The author of the Discworld books and much more, Sir Terry Pratchett, has early stage Alzheimer's Disease. Later today, he will deliver the Richard Dimbleby Lecture, and in it, he will call for the legalization of assisted suicide. He will offer to be the guinea pig for an assisted suicide tribunal -- a death panel to borrow a term from Sarah "Quitter" Palin. Sir Terry believes that quality of life matters more than longevity. He's quite right.

Of course, there is a case for leaving the law as it is, namely, helping someone kill himself is a crime. Baroness Campbell of Surbiton put the case for the law succinctly, "Once you open the door a crack, you're beginning to sanction or say to a culture, yes in some circumstances it is right to mercy kill disabled or terminally ill people." From there, it is a short journey to eugenics and Auschwitz.

However, in a culture that believes in human rights, the dignity of the individual, what right is more fundamental than the right to leave this vale of tears? Sir Terry is facing a rather unpleasant death, and everyone knows it. His mind will go, and there is no treatment.
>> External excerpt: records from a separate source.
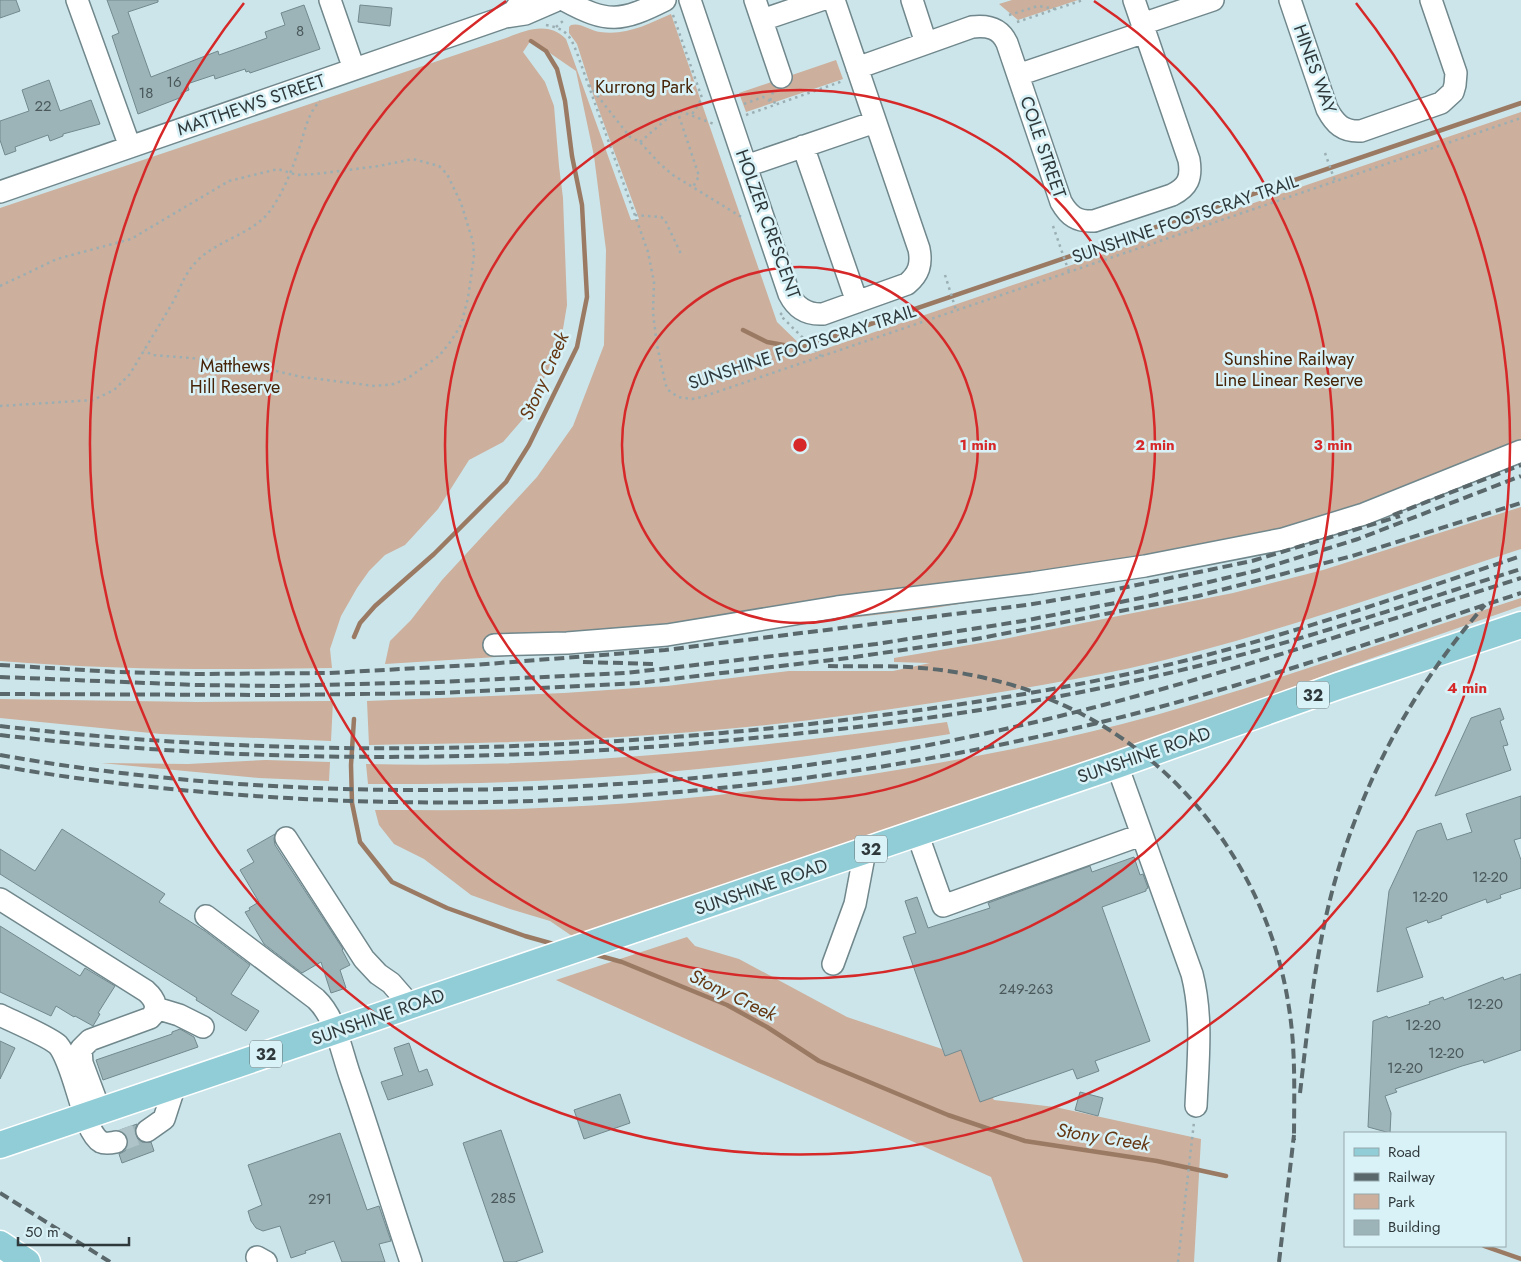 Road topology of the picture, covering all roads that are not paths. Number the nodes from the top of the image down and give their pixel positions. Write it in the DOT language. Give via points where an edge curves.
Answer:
graph roads {
  1 [pos="77,0"];
  2 [pos="330,0"];
  3 [pos="522,0"];
  4 [pos="557,0"];
  5 [pos="595,0"];
  6 [pos="636,0"];
  7 [pos="755,0"];
  8 [pos="821,0"];
  9 [pos="834,0"];
  10 [pos="912,0"];
  11 [pos="1134,0"];
  12 [pos="1213,0"];
  13 [pos="1290,0"];
  14 [pos="1431,0"];
  15 [pos="675,3"];
  16 [pos="502,18"];
  17 [pos="762,20"];
  18 [pos="1144,28"];
  19 [pos="926,43"];
  20 [pos="354,69"];
  21 [pos="851,74"];
  22 [pos="1018,75"];
  23 [pos="781,77"];
  24 [pos="875,122"];
  25 [pos="803,146"];
  26 [pos="130,147"];
  27 [pos="746,166"];
  28 [pos="0,192"];
  29 [pos="857,302"];
  30 [pos="1521,451"];
  31 [pos="1517,629"];
  32 [pos="494,645"];
  33 [pos="1116,765"];
  34 [pos="917,833"];
  35 [pos="1141,835"];
  36 [pos="286,838"];
  37 [pos="865,851"];
  38 [pos="0,899"];
  39 [pos="206,916"];
  40 [pos="833,964"];
  41 [pos="411,1006"];
  42 [pos="156,1008"];
  43 [pos="0,1015"];
  44 [pos="203,1027"];
  45 [pos="335,1031"];
  46 [pos="175,1086"];
  47 [pos="1196,1106"];
  48 [pos="93,1113"];
  49 [pos="147,1131"];
  50 [pos="116,1142"];
  51 [pos="0,1145"];
  52 [pos="0,1244"];
  53 [pos="27,1262"];
  54 [pos="411,1262"];
  1 -- 26 [label="street"];
  2 -- 20 [label="street"];
  3 -- 16 [label="street, MATTHEWS STREET" via="514,11"];
  4 -- 15 [label="street" via="591,14 616,18"];
  4 -- 16 [label="street, MATTHEWS STREET" via="525,14"];
  5 -- 6 [label="street" via="614,4"];
  7 -- 17 [label="street"];
  8 -- 17 [label="street"];
  9 -- 21 [label="street, HOLZER CRESCENT"];
  10 -- 19 [label="street"];
  11 -- 18 [label="street, COLE STREET"];
  12 -- 18 [label="street"];
  13 -- 14 [label="street, HINES WAY" via="1327,109 1339,127 1353,131 1441,103 1453,92 1456,73"];
  15 -- 27 [label="street, HOLZER CRESCENT"];
  16 -- 20 [label="street, MATTHEWS STREET"];
  17 -- 23 [label="street"];
  18 -- 22 [label="street"];
  18 -- 22 [label="street, COLE STREET" via="1190,166 1186,185 1172,195 1094,221 1084,222 1071,216 1061,202"];
  19 -- 21 [label="street, COLE STREET"];
  19 -- 22 [label="street, COLE STREET" via="972,27 990,27 1004,37"];
  20 -- 26 [label="street, MATTHEWS STREET"];
  21 -- 24 [label="street, HOLZER CRESCENT"];
  24 -- 25 [label="street"];
  24 -- 29 [label="street, HOLZER CRESCENT" via="919,249 920,265 907,284"];
  25 -- 27 [label="street"];
  25 -- 29 [label="street"];
  26 -- 28 [label="street, MATTHEWS STREET"];
  27 -- 29 [label="street, HOLZER CRESCENT" via="794,303 804,311 823,314"];
  30 -- 32 [label="street" via="1364,514 1283,539 1145,566 984,590 837,607 667,635"];
  31 -- 33 [label="main road, SUNSHINE ROAD / 32" via="1338,686"];
  33 -- 34 [label="main road, SUNSHINE ROAD / 32"];
  33 -- 35 [label="street"];
  34 -- 35 [label="street" via="943,906"];
  34 -- 37 [label="main road, SUNSHINE ROAD / 32"];
  35 -- 47 [label="street" via="1198,996"];
  36 -- 41 [label="street" via="364,959"];
  37 -- 40 [label="street" via="855,904"];
  37 -- 41 [label="main road, SUNSHINE ROAD / 32"];
  38 -- 42 [label="street" via="146,991 152,996"];
  39 -- 45 [label="street" via="316,999 325,1008"];
  41 -- 45 [label="main road, SUNSHINE ROAD / 32"];
  42 -- 44 [label="street"];
  42 -- 48 [label="street" via="150,1018 90,1040 81,1049"];
  43 -- 48 [label="street" via="57,1044"];
  45 -- 46 [label="main road, SUNSHINE ROAD / 32"];
  45 -- 54 [label="street"];
  46 -- 48 [label="main road, SUNSHINE ROAD / 32"];
  46 -- 49 [label="street" via="164,1119"];
  48 -- 50 [label="street" via="94,1135 104,1143"];
  48 -- 51 [label="main road, SUNSHINE ROAD / 32"];
  52 -- 53 [label="main road"];
}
A man who has put food on the table and the title "Sir" in front of his name with the workings of his brain will slowly but inevitably be betrayed by that marvelous organ.

Sir Terry said, "I think it would be rather better if a person wishes to die, they could go see the tribunal with friends and relatives and present their case - at least if it happens, it happens with, as it were, authority." In other words, one would have to ask permission to die, and one would obviously have to be sane and in a condition where the quality of life was eroding.

Sir Terry gets the last words, "If I knew that I could die at any time I wanted, then suddenly every day would be as precious as a million pounds. If I knew that I could die, I would live. My life, my death, my choice . . . . It's that much heralded thing, the quality of life that is important. How you live your life, what you get out of it, what you put into it and what you leave behind after it. We should aim for a good and rich life well lived, and at the end of it, in the comfort of our own home, in the company of those who love us, have a death worth dying for."